Explanations are supported by simple drawings to easily grasp concepts in a glimpse. First of all, we will review useful general ideas to better understand what's behind asynchronous programming. Then, we will move our focus to the specific Javascript model to verify how these concepts are applied. Finally, we will see the most common asynchronous patterns in Javascript through examples.

Table of Contents

• Concurrency & Parallelism
• CPU-Bound vs I/O-Bound Operations
• I/O Flavors: Blocking vs. Non-blocking & Synchronous vs. Asynchronous
• Javascript Model
  • Javascript Event Loop
  • A quick note about Parallelism
• Asynchronous Patterns in Javascript
  • Callbacks
  • Promises
  • Async / Await
• Summary

Concurrency & Parallelism

Concurrency and parallelism are related concepts, very often confused, with important differences between them. A simple definition would be:

• Concurrency: two or more tasks make progress simultaneously.
• Parallelism: tasks literally run at the same time, at the exact same instant.

While concurrency is a much broader, general problem than parallelism, the later represents a specific case of concurrency where true simultaneity happens.

Many people still believe that concurrency implies more than one thread, this is not true. Interleaving is a common mechanism to implement concurrency in scenarios with limited resources. Think of any modern OS trying to do multitasking in the background with a single or few cores. It just slices up concurrent tasks and interleave them, so each one will run for a short time and all of them will progress in the long term.

Let's illustrate this:

• Scenario 1 is neither concurrent nor parallel. It is just a sequential execution, each task at a time.
• Scenarios 2, 3 and 4 depict concurrency implemented under different techniques:
  • Scenario 3 illustrates how concurrency can be achieved with a single thread. Portions of each task are interleaved to keep progress on both. This is possible as long as tasks can be decomposed into simpler subtasks.
  • Scenarios 2 and 4 draw parallelism using multiple threads where tasks or subtasks run in parallel at the exact same time. While threads of 2 are sequential, interleaving is applied in 4.
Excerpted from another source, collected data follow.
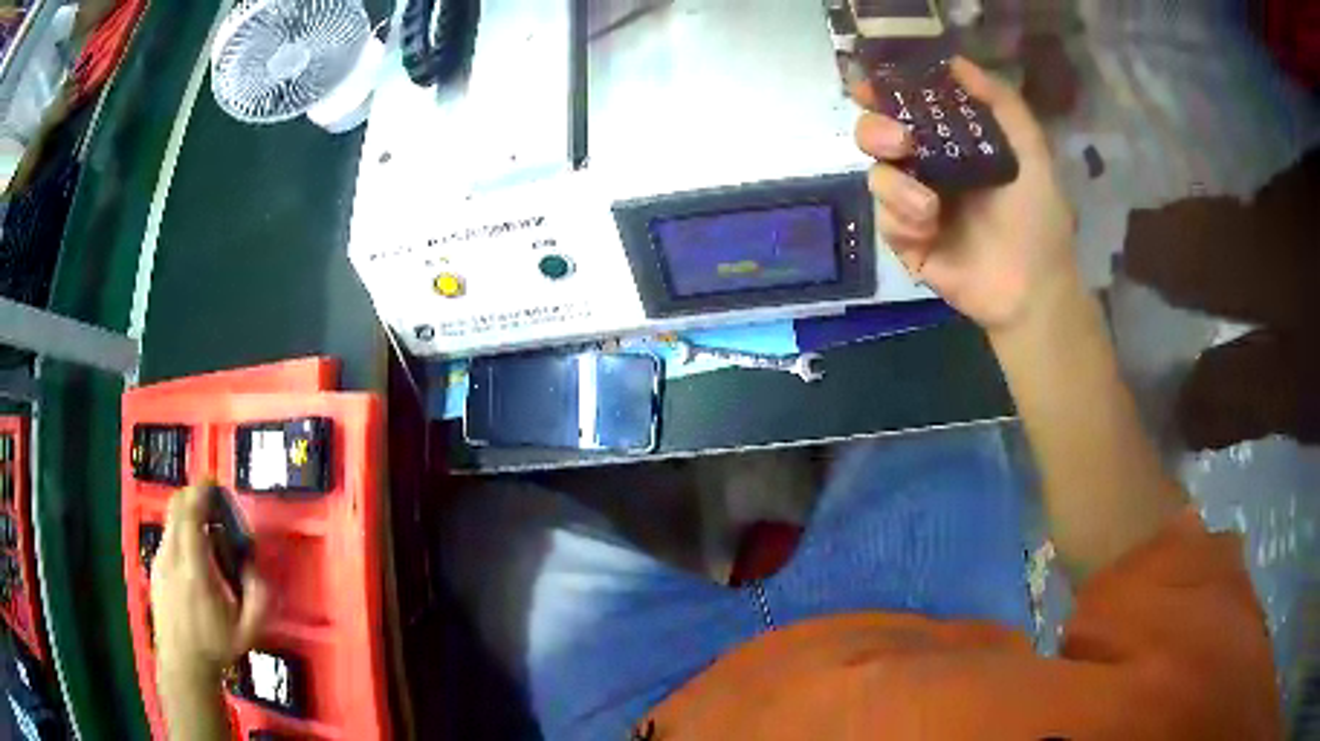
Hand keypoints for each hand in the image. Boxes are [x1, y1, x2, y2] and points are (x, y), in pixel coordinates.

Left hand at [151, 483, 269, 685]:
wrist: (182, 663)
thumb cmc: (216, 646)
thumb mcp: (249, 630)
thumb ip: (258, 597)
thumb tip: (254, 566)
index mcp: (195, 570)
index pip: (190, 515)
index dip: (201, 491)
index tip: (214, 481)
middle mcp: (172, 557)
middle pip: (176, 506)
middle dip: (194, 494)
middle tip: (214, 501)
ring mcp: (160, 560)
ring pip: (171, 519)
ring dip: (188, 513)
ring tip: (208, 531)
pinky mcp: (156, 566)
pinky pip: (168, 535)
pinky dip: (181, 530)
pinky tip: (195, 555)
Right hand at [854, 57, 1077, 333]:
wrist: (1033, 288)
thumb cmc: (1038, 219)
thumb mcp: (1032, 153)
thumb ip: (1002, 104)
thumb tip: (956, 63)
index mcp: (954, 143)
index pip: (909, 108)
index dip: (885, 92)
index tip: (870, 84)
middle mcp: (929, 168)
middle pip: (877, 137)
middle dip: (877, 132)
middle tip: (901, 143)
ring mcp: (916, 206)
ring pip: (877, 177)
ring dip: (897, 186)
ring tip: (929, 206)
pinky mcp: (907, 242)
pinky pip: (885, 220)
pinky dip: (903, 220)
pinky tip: (930, 230)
CPU-Bound vs I/O-Bound Operations

So far, we have seen tasks that consume CPU resources, they carry a workload (piece of code) to be executed in our application. These are called CPU-bound operations.

Programs, however, may also consist in reading files from disk, accessing an external database or fetching some data over the network. All these input/output operations trigger special requests that are attended outside our program execution context. Therefore, I/O-bound operations do not 'run' or 'execute' in our application domain¹.

Bound operations also implies a bottleneck with the resource is bound to. Increasing CPU resources will improve CPU-bound operations performance, while a better I/O system will boost I/O-bound operations.

By nature, CPU-bound operations are synchronous (sequential), although interleaving or parallelism can be used to achieve concurrency. One interesting fact of I/O-bound operations is that they can be asynchronous, and, asynchrony is a very useful form of concurrency as we will see in the next section.

¹ How and where these operations take place is out of the scope of this guide. They are enabled through APIs implemented in the browsers, and in last instance, the OS itself.

I/O Flavors: Blocking vs. Non-blocking & Synchronous vs. Asynchronous

This terms are not always applied consistently by every author and it depends on the context. Many times, they are used as synonyms or mixed up to refer to the same thing.

A possible classification in the context of I/O would be better understood if we imagine I/O operations comprising two phases:

1. Wait for the device to be ready, I/O operation to be completed or the data to be available and then
2. Execute the response itself, whatever is intended to be done as a response or with the received data.

Blocking vs Non-Blocking refers to how waiting time affects to our main program:

• Blocking: A blocking call does not return control to the application until is completed. Thread is locked by putting it to wait state.
• Non-Blocking: A non-blocking call returns immediately with whatever result it has. In case it could be completed, it will return the desired data. Otherwise, if the operation could not be immediately satisfied, it will provide an error code indicating something like 'Temporarily unavailable', 'I am not ready' or 'I will block. Please, postpone the call'. It is implied that some sort of polling is done to complete the job or to place a new request in a better moment.

Synchronous vs asynchronous determine when our response takes place:

• Synchronous: blocking and synchronous are used as synonyms many times, meaning that the whole I/O operation is executed sequentially and therefore we must wait for it to complete to process the result.
• Asynchronous: the completion of the operation is later signaled using a specific mechanism such as a registered callback, promise or event (they will be explained later) which make possible to defer the processing of the response. Also, this is non-blocking by nature, as the I/O call returns immediately.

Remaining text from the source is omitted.